* Directions for this task *
Search the data for the string "edges" and copy each line in which it appears.
─── Source records ───
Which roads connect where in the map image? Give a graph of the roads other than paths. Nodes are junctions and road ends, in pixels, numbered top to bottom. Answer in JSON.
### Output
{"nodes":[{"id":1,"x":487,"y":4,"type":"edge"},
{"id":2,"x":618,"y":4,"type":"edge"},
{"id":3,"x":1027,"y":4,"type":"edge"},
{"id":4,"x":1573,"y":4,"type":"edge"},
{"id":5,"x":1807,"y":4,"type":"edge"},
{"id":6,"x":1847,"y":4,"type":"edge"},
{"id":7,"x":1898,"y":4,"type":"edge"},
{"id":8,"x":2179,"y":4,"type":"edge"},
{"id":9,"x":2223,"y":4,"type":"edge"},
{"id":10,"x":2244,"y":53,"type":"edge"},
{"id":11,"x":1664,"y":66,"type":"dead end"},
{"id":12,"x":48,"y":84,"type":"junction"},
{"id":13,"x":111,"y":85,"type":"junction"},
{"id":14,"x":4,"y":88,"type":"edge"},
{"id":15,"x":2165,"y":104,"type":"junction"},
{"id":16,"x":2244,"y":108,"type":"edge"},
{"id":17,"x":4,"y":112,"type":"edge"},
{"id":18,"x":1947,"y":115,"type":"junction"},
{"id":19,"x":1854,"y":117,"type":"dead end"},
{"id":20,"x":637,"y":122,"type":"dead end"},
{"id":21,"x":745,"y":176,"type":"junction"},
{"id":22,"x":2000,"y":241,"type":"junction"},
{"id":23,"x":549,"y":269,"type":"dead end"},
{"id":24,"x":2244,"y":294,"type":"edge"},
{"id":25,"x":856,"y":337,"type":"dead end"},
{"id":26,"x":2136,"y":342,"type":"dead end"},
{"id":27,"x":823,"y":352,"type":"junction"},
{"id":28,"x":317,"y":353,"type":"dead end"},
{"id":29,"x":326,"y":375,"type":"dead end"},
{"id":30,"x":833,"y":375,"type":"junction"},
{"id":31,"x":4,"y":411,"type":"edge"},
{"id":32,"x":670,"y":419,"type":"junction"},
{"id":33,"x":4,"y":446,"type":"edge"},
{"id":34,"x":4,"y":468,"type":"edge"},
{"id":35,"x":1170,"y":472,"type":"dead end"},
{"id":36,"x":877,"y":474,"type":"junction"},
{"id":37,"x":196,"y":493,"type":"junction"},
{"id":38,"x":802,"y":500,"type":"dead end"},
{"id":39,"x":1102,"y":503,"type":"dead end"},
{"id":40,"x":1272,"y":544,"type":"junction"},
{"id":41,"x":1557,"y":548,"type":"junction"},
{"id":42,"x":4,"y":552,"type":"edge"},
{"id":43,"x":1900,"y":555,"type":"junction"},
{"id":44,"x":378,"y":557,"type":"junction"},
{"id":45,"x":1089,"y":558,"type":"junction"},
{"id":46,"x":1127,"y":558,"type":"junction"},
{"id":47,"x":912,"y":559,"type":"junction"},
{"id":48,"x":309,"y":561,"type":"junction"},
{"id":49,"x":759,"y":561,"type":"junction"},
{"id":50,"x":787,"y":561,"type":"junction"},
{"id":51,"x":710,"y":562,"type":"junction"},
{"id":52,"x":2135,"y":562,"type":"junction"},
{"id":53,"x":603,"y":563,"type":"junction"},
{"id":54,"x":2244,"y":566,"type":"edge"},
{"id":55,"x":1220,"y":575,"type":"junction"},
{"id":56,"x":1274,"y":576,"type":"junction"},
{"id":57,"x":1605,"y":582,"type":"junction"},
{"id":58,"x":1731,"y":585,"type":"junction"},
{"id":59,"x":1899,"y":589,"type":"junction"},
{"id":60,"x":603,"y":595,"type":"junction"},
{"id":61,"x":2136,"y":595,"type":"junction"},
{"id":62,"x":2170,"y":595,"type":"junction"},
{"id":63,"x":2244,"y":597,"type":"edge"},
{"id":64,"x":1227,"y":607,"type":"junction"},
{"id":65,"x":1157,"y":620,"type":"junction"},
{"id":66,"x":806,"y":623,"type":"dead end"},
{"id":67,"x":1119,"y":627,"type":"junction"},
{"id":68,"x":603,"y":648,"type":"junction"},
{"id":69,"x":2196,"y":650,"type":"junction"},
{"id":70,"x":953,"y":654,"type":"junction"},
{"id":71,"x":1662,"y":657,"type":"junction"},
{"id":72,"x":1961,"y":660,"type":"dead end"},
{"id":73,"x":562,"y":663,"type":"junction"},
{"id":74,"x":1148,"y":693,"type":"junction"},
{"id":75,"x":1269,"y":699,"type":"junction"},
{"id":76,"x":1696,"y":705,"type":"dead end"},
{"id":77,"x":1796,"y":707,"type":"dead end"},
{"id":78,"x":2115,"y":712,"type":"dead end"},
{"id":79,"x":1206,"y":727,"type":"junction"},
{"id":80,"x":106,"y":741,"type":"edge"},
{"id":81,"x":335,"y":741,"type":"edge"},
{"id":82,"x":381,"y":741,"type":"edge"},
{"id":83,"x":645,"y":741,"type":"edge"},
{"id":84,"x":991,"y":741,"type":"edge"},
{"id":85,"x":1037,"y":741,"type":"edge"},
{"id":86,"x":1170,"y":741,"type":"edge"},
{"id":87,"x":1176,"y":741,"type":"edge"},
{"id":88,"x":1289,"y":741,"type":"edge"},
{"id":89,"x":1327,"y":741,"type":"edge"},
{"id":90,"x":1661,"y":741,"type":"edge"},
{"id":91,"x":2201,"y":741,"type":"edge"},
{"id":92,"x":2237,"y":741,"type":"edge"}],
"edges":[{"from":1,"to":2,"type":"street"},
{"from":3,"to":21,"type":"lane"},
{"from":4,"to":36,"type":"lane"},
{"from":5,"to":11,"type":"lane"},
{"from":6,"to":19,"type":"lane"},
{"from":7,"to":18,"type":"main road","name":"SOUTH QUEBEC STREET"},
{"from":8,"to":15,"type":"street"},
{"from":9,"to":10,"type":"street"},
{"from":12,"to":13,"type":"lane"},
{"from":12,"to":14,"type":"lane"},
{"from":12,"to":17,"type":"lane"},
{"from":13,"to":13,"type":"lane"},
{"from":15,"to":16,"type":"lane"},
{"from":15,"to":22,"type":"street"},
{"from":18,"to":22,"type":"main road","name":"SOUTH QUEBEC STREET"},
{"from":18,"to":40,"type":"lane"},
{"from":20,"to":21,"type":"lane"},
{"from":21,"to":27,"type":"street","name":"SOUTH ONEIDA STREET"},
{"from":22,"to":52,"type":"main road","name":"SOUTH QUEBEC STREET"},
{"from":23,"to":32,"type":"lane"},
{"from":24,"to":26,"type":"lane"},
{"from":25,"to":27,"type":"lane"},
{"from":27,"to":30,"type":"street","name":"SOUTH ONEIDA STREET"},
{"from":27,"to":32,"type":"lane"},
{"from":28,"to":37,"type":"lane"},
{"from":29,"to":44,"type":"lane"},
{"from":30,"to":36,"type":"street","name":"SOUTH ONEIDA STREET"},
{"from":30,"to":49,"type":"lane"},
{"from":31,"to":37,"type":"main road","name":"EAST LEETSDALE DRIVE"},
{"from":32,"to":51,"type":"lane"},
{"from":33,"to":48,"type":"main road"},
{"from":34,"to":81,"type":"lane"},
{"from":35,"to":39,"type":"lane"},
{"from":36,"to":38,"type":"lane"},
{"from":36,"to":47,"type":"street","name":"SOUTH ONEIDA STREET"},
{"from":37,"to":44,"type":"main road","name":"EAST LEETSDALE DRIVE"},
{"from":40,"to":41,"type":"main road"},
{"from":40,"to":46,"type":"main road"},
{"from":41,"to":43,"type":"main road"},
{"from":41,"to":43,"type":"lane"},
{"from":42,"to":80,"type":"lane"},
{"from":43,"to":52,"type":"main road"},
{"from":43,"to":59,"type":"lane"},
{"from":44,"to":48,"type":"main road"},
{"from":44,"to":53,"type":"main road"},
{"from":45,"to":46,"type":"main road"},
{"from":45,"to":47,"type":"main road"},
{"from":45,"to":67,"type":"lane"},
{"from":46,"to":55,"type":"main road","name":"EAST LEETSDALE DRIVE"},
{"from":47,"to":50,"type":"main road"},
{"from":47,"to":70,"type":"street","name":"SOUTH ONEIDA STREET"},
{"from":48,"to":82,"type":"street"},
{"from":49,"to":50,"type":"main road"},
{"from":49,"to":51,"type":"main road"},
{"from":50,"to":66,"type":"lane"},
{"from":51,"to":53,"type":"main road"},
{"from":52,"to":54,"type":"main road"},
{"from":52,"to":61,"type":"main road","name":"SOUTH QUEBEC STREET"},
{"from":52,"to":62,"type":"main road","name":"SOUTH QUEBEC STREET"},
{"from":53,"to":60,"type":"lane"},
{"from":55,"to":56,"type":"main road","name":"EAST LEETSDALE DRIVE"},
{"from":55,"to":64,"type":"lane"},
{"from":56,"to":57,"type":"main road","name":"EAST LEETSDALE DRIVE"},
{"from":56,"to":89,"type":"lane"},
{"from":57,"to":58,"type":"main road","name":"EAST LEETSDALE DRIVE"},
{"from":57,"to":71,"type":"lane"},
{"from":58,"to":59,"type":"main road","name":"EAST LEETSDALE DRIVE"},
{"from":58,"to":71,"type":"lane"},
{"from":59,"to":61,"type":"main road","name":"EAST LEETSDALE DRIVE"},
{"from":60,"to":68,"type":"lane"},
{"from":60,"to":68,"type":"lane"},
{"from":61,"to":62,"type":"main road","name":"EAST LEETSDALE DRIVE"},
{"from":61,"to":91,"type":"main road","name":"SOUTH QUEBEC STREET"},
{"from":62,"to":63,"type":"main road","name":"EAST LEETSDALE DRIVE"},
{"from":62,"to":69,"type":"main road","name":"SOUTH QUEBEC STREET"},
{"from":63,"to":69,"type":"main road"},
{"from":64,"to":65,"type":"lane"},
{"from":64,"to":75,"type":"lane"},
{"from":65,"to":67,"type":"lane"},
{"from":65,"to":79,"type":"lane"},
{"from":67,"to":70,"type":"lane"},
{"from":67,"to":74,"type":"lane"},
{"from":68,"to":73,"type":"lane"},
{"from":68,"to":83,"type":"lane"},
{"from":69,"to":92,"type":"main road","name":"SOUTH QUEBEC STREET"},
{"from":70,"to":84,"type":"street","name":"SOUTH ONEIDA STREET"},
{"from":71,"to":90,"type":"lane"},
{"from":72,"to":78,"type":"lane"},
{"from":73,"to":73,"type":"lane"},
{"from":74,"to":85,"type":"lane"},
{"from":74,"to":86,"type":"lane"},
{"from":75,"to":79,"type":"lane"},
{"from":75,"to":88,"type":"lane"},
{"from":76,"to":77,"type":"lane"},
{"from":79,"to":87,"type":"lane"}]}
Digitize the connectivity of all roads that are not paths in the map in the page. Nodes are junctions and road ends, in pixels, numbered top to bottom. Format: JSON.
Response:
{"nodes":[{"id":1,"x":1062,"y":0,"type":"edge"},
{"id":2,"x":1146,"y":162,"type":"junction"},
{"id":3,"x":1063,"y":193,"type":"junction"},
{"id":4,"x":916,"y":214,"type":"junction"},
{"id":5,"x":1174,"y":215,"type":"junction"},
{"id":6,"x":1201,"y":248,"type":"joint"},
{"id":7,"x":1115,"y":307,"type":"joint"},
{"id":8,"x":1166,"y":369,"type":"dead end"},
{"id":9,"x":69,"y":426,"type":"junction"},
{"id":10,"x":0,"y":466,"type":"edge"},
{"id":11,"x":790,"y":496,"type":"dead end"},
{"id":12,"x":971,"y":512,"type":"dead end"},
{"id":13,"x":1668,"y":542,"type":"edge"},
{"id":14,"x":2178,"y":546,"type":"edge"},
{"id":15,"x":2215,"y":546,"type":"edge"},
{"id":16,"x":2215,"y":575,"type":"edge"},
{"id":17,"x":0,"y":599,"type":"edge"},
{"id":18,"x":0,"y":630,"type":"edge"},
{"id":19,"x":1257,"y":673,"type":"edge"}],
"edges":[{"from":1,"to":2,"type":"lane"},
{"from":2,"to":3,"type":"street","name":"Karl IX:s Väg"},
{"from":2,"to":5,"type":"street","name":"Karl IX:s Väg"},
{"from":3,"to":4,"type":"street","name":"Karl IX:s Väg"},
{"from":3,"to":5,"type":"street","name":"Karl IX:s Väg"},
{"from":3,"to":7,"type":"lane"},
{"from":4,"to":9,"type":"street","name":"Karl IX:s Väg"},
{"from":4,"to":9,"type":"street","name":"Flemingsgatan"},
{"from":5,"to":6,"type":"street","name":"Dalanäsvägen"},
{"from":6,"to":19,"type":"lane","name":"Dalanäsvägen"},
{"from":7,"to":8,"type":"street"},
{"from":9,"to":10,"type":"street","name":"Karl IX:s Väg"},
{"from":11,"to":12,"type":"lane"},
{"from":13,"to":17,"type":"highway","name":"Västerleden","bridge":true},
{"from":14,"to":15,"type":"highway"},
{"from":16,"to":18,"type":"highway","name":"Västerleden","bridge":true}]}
───
* Answer area *
"edges":[{"from":1,"to":2,"type":"street"},
"edges":[{"from":1,"to":2,"type":"lane"},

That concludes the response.